# [WHAT YOU SHOULD DO]
Copy out every entry precisely.

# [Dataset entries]
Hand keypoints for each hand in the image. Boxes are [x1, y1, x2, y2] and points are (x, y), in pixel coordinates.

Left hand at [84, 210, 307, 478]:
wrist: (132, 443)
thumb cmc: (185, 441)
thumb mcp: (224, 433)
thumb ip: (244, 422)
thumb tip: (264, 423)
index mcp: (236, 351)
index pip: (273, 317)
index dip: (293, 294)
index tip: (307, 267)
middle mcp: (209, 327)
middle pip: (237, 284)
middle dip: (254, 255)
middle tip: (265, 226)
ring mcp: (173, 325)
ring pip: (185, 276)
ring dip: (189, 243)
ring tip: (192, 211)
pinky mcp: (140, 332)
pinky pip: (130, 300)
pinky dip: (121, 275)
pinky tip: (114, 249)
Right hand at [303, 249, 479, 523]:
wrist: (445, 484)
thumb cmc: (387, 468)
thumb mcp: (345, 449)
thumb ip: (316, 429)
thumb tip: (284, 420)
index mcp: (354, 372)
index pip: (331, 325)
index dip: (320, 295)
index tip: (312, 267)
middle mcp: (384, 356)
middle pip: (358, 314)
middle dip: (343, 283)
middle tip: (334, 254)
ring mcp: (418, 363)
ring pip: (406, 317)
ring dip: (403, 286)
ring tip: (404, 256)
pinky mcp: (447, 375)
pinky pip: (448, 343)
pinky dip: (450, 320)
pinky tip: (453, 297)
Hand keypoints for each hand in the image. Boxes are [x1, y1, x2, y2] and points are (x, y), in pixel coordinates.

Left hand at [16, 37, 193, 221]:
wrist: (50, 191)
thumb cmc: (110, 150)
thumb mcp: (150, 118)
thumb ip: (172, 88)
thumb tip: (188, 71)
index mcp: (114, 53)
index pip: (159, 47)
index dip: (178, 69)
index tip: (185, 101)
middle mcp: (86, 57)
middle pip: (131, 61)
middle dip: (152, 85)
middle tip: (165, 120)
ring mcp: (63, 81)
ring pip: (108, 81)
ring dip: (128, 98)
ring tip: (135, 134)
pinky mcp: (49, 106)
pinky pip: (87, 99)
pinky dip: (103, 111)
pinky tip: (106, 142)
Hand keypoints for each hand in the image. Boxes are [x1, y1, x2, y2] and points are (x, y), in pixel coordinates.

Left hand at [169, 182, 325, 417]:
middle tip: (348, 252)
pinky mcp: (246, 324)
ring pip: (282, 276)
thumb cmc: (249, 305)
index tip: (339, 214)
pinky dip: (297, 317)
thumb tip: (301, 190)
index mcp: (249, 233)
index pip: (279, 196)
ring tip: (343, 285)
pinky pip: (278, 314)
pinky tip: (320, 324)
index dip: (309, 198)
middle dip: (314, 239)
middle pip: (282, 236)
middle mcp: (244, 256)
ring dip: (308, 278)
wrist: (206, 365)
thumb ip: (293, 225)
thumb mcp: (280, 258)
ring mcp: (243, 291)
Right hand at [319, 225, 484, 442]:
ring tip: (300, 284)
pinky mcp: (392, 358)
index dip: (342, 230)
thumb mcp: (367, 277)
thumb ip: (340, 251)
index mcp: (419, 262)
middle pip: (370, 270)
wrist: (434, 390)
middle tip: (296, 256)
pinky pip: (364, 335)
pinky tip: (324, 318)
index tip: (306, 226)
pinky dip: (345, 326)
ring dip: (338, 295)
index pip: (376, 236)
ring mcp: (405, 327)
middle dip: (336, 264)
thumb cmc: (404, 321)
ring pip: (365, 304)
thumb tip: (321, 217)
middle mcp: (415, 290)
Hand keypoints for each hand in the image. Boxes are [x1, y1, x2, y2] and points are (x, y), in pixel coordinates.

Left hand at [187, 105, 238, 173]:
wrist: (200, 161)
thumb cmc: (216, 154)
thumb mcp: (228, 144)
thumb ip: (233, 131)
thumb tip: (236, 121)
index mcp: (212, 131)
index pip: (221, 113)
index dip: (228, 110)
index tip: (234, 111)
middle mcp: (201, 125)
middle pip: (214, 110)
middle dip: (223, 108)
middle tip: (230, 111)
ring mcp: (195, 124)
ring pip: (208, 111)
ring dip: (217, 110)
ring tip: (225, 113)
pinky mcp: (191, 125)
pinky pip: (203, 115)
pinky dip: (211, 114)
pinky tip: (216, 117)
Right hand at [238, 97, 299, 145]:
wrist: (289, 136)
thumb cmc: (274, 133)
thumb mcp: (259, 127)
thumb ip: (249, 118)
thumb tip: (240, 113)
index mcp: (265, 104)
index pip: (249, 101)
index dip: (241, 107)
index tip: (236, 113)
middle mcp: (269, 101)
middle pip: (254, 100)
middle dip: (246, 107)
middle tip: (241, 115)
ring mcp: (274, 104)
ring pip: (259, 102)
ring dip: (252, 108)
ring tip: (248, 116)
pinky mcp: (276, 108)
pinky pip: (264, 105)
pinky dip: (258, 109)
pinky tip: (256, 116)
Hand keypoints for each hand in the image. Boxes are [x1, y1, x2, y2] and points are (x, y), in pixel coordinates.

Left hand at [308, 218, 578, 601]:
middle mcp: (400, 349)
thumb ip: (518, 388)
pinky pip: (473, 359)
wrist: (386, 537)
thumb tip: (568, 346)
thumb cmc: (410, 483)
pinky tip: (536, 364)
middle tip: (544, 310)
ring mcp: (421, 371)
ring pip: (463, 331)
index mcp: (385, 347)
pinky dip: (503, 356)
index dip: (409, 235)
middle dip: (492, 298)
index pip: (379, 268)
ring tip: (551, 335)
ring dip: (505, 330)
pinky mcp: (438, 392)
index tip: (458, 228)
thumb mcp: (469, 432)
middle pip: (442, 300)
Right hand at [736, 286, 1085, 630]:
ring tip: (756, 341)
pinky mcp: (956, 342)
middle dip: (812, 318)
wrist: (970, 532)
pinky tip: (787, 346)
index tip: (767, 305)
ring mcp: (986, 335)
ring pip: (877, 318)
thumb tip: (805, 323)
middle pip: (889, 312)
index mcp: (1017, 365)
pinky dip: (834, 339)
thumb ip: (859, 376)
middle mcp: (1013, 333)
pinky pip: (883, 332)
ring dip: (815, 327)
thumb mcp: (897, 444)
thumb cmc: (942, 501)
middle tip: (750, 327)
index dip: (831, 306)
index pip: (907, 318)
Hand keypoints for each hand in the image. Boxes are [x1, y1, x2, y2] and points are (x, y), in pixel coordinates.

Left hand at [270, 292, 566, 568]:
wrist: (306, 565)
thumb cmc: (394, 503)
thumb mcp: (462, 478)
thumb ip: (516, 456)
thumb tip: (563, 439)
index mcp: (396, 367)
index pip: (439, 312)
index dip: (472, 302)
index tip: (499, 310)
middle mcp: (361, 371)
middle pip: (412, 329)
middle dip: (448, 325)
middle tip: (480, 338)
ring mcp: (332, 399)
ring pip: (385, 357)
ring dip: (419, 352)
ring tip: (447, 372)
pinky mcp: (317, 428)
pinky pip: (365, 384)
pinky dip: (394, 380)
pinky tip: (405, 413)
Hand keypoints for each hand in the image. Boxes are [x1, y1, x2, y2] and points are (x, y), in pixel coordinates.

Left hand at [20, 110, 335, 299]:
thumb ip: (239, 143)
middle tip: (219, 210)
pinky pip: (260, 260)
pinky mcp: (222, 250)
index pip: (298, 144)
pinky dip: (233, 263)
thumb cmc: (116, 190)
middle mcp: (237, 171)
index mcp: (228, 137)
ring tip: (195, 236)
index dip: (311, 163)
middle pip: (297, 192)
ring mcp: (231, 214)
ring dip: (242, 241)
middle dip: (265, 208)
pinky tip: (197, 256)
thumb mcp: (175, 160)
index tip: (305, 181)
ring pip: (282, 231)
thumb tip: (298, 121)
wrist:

# [REPLY]
Hand keypoints for each hand in the image. Boxes are [x1, y1, x2, y2] and points are (x, y), in pixel coordinates.

Left hand at [84, 210, 307, 478]:
wrist: (132, 443)
thumb cmc: (185, 441)
thumb mcp: (224, 433)
thumb ip: (244, 422)
thumb tip: (264, 423)
index mcp: (236, 351)
index pip: (273, 317)
index dip: (293, 294)
index tip: (307, 267)
middle mcp: (209, 327)
middle pip: (237, 284)
middle dip: (254, 255)
middle tip: (265, 226)
ring mcp: (173, 325)
ring pip: (185, 276)
ring dip: (189, 243)
ring tip: (192, 211)
pinky mcp: (140, 332)
pinky pip: (130, 300)
pinky dip: (121, 275)
pinky tip: (114, 249)
Right hand at [303, 249, 479, 523]:
wrist: (445, 484)
thumb cmc: (387, 468)
thumb mcp: (345, 449)
thumb ip: (316, 429)
thumb tip: (284, 420)
index mcp: (354, 372)
index pip: (331, 325)
index dip: (320, 295)
index tip: (312, 267)
middle mcp: (384, 356)
middle pip: (358, 314)
middle dip: (343, 283)
middle tip: (334, 254)
ring mcp: (418, 363)
ring pip: (406, 317)
ring dip: (403, 286)
ring tip: (404, 256)
pinky mcp: (447, 375)
pinky pip: (448, 343)
pinky dip: (450, 320)
pinky tip: (453, 297)
Hand keypoints for each hand in the image. Boxes are [x1, y1, x2, y2] and points are (x, y), in pixel coordinates.

Left hand at [16, 37, 193, 221]:
wrist: (50, 191)
thumb cmc: (110, 150)
thumb mcp: (150, 118)
thumb ip: (172, 88)
thumb tip: (188, 71)
index mcp: (114, 53)
index pip: (159, 47)
index dip: (178, 69)
index tip: (185, 101)
middle mcp: (86, 57)
middle pip: (131, 61)
middle dip: (152, 85)
middle tip: (165, 120)
ring mcp: (63, 81)
ring pip: (108, 81)
ring dip: (128, 98)
ring tip: (135, 134)
pinky mcp: (49, 106)
pinky pip: (87, 99)
pinky dip: (103, 111)
pinky tip: (106, 142)
Hand keypoints for each hand in the image. Boxes are [x1, y1, x2, y2] and points are (x, y), in pixel coordinates.

Left hand at [169, 182, 325, 417]:
middle tip: (348, 252)
pinky mcp: (246, 324)
ring pip: (282, 276)
thumb cmc: (249, 305)
index tip: (339, 214)
pinky dip: (297, 317)
thumb tip: (301, 190)
index mcp: (249, 233)
index pip: (279, 196)
ring tip: (343, 285)
pinky pip: (278, 314)
pinky tip: (320, 324)
index dip: (309, 198)
middle dip: (314, 239)
middle pip: (282, 236)
middle mcp: (244, 256)
ring dip: (308, 278)
wrist: (206, 365)
thumb ip: (293, 225)
thumb mcp: (280, 258)
ring mcp: (243, 291)
Right hand at [319, 225, 484, 442]:
ring tip: (300, 284)
pinky mcp: (392, 358)
index dip: (342, 230)
thumb mcp: (367, 277)
thumb ip: (340, 251)
index mcp: (419, 262)
middle pip: (370, 270)
wrist: (434, 390)
middle tip: (296, 256)
pinky pip: (364, 335)
pinky tip: (324, 318)
index tip: (306, 226)
pinky dip: (345, 326)
ring dip: (338, 295)
index pip: (376, 236)
ring mcp: (405, 327)
middle dip: (336, 264)
thumb cmc: (404, 321)
ring pip: (365, 304)
thumb tip: (321, 217)
middle mcp: (415, 290)
Hand keypoints for each hand in the image. Boxes are [x1, y1, x2, y2] and points are (x, y), in pixel coordinates.

Left hand at [187, 105, 238, 173]:
wrist: (200, 161)
thumb cmc: (216, 154)
thumb mcp: (228, 144)
thumb ip: (233, 131)
thumb tip: (236, 121)
index mcp: (212, 131)
index pip: (221, 113)
index dip: (228, 110)
index tip: (234, 111)
middle mcp: (201, 125)
middle pip: (214, 110)
middle dip: (223, 108)
middle tip: (230, 111)
ring mcp: (195, 124)
ring pip: (208, 111)
ring dip: (217, 110)
ring tip: (225, 113)
pinky mcp: (191, 125)
pinky pip: (203, 115)
pinky dip: (211, 114)
pinky tip: (216, 117)
Right hand at [238, 97, 299, 145]:
wrist: (289, 136)
thumb cmc: (274, 133)
thumb mcp: (259, 127)
thumb ip: (249, 118)
thumb tip: (240, 113)
index mcp: (265, 104)
index pip: (249, 101)
index dip: (241, 107)
index tip: (236, 113)
middle mcp: (269, 101)
middle pip: (254, 100)
middle dip: (246, 107)
middle tip: (241, 115)
ring mcp: (274, 104)
ring pip: (259, 102)
ring dip: (252, 108)
ring tip: (248, 116)
pinky mcp: (276, 108)
pinky pip: (264, 105)
pinky dip: (258, 109)
pinky tip: (256, 116)
Hand keypoints for each hand in the image. Boxes are [x1, y1, x2, y2] and points are (x, y), in pixel coordinates.

Left hand at [308, 218, 578, 601]:
middle mcp: (400, 349)
thumb ip: (518, 388)
pinky pip: (473, 359)
wrist: (386, 537)
thumb tip: (568, 346)
thumb cmc: (410, 483)
pinky tip: (536, 364)
middle tip: (544, 310)
ring mcp: (421, 371)
ring pip: (463, 331)
index mcp: (385, 347)
pinky dip: (503, 356)
index dip: (409, 235)
middle dip: (492, 298)
index pip: (379, 268)
ring tip: (551, 335)
ring dip: (505, 330)
pinky mcp: (438, 392)
index tip: (458, 228)
thumb mcp: (469, 432)
middle pip: (442, 300)
Right hand at [736, 286, 1085, 630]:
ring tip: (756, 341)
pinky mcp: (956, 342)
middle dip: (812, 318)
wrist: (970, 532)
pinky tip: (787, 346)
index tip: (767, 305)
ring mcp: (986, 335)
ring pip: (877, 318)
thumb tip: (805, 323)
middle pip: (889, 312)
index mcp: (1017, 365)
pinky dip: (834, 339)
thumb ip: (859, 376)
middle mcp: (1013, 333)
pinky pip: (883, 332)
ring dip: (815, 327)
thumb mcp: (897, 444)
thumb cmc: (942, 501)
middle tip: (750, 327)
index dip: (831, 306)
index pip: (907, 318)
Hand keypoints for each hand in the image. Boxes are [x1, y1, x2, y2] and points are (x, y), in pixel coordinates.

Left hand at [270, 292, 566, 568]:
wrist: (306, 565)
thumb cmc: (394, 503)
thumb mcp: (462, 478)
thumb ip: (516, 456)
thumb tip: (563, 439)
index mcp: (396, 367)
index pip: (439, 312)
index dip: (472, 302)
index tip: (499, 310)
middle mcp: (361, 371)
middle pip: (412, 329)
middle dip: (448, 325)
middle tip: (480, 338)
ring mcp: (332, 399)
ring pip: (385, 357)
ring dip: (419, 352)
ring tip: (447, 372)
pinky mcp: (317, 428)
pinky pip: (365, 384)
pinky dip: (394, 380)
pinky tip: (405, 413)
Hand keypoints for each hand in the image. Boxes are [x1, y1, x2, y2] and points are (x, y), in pixel coordinates.

Left hand at [20, 110, 335, 299]:
thumb ip: (239, 143)
middle tip: (219, 210)
pinky pip: (260, 260)
pinky mcp: (222, 250)
index pip: (298, 144)
pinky dip: (233, 263)
thumb cmc: (116, 190)
middle mcp: (237, 171)
index mcp: (228, 137)
ring tip: (195, 236)
index dip: (311, 163)
middle pip: (297, 192)
ring mcp: (231, 214)
ring dip: (242, 241)
middle dip: (265, 208)
pinky tip: (197, 256)
thumb mcp: (175, 160)
index tip: (305, 181)
ring pip: (282, 231)
thumb tip: (298, 121)
wrist:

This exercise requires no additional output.